Considering how sharp the edge of the world is, a hedgehog is a real pleasure to my aged bottom.

A hedgehog is best used as a toothpick. You can do all your teeth at once. I'm now stepping off the edge of the world...with clean teeth.

The sun is shining brightly in London but there is a man on a plinth named Jesus asking people to be sunbeams just for him. Greedy bastard..

There goes the sun. Jesus managed to get all the sunbeams and has gone home. We are being rained on. He was not reigned in.

Terry Gilliam appeared, with Verne Troyer, at ComicCon in San Diego, CA on 23 July. The director and the actor were there to present a clip of Dr Parnassus. There was a great deal of web coverage of this event:

Fearnet - We Talk 'Parnassus' with Terry Gilliam

MovieWeb - Video Interviews with Gilliam and Troyer

Motion Captured Part One - One Hour with Terry Gilliam, Part One

Motion Captured Part Two - One Hour with Terry Gilliam, Part Two

On July 24, Gilliam spoke with the Imaginarium of Dr Parnassus support site. He answered a number of questions, revealing that he was influenced by painters Grant Wood, Od Nerdrum and Maxfield Parrish. Further, that the characters within the picture were influenced by not only the family and the travelling theatre from The Seventh Seal, but also Pierrot, Columbine and Harlequin from Commedia dell'Arte (and its variants).

The Imaginarium of Dr Parnassus support site has launched a photo campaign, where individuals from around the world have sent in captioned photos stating that they would like to see Dr Parnassus. Director Gilliam joined the campaign...



August
On August 1 and 2, Gilliam was at the River Film Festival, at Písek, in the Czech Republic. The following video advertises the filmmaker's attendance. Gilliam became the first winner of Miroslav Ondricek Award.

 
Gilliam at the River Film Festival, in Písek, with festival President Michael Havas

Early in August, it was confirmed that Dr Parnassus will have a prestigious Gala Presentation at the Toronto International Film Festival. The 34th Toronto International Film Festival will be held Thursday, September 10 to Saturday, September 19, 2009.

On August 7, an astonishing new official trailer was released at Yahoo Movies.

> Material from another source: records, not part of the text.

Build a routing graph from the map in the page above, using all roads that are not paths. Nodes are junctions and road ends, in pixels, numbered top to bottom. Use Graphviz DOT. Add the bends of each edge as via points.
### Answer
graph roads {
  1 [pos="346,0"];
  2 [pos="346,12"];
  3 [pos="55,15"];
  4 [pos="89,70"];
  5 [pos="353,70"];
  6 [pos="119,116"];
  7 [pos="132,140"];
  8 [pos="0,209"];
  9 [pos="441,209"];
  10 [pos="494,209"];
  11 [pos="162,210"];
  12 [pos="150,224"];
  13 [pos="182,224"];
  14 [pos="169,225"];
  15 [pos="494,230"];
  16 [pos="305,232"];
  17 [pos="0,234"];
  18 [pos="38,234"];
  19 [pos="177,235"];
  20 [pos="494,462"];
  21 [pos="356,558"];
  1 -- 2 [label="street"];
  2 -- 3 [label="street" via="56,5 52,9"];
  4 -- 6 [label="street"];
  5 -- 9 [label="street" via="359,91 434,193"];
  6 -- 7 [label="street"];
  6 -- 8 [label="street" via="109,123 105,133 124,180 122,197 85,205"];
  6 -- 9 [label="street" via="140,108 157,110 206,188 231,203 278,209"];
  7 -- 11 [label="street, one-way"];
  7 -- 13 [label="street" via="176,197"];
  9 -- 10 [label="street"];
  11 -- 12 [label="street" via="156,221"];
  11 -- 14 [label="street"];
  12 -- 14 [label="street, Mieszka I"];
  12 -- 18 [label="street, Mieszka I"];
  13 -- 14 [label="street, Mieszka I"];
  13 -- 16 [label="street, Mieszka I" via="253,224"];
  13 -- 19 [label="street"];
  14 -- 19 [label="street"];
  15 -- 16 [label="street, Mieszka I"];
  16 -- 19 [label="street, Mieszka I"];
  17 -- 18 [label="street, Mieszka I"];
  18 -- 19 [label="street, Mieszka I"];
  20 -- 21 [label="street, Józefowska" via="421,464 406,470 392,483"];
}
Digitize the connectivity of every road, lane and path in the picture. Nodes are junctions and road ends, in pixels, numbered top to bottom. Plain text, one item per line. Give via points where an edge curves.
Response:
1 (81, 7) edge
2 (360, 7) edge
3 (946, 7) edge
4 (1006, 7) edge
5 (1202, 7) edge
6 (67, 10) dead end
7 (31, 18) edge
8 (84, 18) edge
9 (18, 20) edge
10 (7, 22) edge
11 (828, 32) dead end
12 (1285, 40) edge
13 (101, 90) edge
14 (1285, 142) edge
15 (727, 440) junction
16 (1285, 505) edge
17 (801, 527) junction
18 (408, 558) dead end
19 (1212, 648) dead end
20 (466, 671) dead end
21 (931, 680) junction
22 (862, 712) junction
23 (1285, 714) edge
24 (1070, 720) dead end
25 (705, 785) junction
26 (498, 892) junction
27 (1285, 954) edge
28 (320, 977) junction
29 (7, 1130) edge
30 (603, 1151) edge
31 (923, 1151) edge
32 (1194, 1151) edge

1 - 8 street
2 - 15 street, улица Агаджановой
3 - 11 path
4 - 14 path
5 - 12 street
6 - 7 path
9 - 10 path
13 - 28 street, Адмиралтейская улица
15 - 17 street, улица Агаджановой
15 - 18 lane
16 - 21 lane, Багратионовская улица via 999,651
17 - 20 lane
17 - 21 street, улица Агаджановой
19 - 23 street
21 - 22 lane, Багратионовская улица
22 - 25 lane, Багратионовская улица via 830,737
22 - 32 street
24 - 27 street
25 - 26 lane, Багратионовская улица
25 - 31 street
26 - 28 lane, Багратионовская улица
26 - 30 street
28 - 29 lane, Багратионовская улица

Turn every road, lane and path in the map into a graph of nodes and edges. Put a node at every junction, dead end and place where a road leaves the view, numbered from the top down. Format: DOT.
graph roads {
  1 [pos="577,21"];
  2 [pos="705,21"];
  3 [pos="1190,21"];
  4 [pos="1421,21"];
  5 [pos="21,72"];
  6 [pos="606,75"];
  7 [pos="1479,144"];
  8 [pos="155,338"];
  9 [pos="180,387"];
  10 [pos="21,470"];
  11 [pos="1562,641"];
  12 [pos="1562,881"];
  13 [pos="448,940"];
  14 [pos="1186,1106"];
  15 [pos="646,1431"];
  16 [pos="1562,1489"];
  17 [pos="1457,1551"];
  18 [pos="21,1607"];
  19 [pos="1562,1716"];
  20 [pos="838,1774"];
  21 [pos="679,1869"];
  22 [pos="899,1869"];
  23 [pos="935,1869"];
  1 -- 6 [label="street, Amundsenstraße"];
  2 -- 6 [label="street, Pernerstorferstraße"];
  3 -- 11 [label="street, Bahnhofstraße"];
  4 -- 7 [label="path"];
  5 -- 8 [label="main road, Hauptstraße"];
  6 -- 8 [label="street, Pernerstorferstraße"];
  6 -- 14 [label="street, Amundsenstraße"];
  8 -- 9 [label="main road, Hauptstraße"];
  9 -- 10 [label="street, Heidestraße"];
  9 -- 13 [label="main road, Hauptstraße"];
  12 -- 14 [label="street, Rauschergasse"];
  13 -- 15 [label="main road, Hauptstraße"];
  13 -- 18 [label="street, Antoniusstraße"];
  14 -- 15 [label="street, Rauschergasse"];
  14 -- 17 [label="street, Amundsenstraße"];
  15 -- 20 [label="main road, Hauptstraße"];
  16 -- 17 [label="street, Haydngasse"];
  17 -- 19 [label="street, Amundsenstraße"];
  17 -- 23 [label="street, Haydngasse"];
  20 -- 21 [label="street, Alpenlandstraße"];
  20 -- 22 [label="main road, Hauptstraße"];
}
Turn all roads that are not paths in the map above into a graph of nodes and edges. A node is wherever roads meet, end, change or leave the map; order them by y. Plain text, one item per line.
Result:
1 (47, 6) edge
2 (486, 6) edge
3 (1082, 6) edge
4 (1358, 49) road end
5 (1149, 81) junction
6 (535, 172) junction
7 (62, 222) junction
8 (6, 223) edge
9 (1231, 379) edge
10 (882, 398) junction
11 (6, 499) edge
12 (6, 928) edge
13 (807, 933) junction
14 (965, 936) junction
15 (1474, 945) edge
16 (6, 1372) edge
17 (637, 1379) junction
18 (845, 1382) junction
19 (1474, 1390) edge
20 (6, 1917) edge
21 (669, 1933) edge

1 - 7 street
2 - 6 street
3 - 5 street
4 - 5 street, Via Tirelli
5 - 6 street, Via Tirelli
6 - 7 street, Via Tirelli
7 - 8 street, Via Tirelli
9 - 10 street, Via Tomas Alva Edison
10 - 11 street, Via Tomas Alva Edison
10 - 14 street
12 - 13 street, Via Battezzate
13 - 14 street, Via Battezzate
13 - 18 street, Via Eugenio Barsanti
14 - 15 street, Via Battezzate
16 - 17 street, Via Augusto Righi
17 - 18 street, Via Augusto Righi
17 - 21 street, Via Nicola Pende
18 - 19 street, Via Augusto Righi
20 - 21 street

Below is an embedded file from Trailer Addict, and below that is a larger video file from Movie List

 

Also on August 7, a new website was launched, to support the UK release of The Imaginarium of Dr Parnassus.

Design at the new UK Dr Parnassus website


On August 12, Variety reported that Sony was to be the US theatrical distributor of Dr Parnassus:

Heath Ledger’s final film has finally found a Stateside buyer. Sony Pictures Worldwide Acquisitions Group is in advanced talks to pick up "The Imaginarium of Doctor Parnassus," with plans for it to go out theatrically, likely this year, via Sony Pictures Classics.

Pic is expected to be a lucrative homevideo title due to the Ledger angle and the other star power. Terry Gilliam’s adventure also features Johnny Depp, Jude Law and Colin Farrell, who replaced Ledger in various fantasy scenes after the thesp died during the film’s production in January 2008. "Parnassus" was officially unveiled at Cannes this year in an out-of-competition slot toward the end of the festival. Several buyers screened the film just before Cannes, but a deal didn’t immediately emerge.

Sony Pictures Worldwide Acquisitions Group has been a key player in a number of pic deals lately, including for "The Young Victoria." That film will go out theatrically via Bob Berney and Bill Pohlad’s new Apparition label, and SPWAG will handle all ancillaries as part of a three-way deal on the pic.

SPWAG has a homevid deal with Apparition.

The "Parnassus" deal with Sony has long been in the works and could be made official this week. Reps on the deal, including sales agent John Sloss, remained mum. The film goes out in the fourth quarter through various distributors in European territories including the U.K., France, Germany and Italy, plus Australia and New Zealand.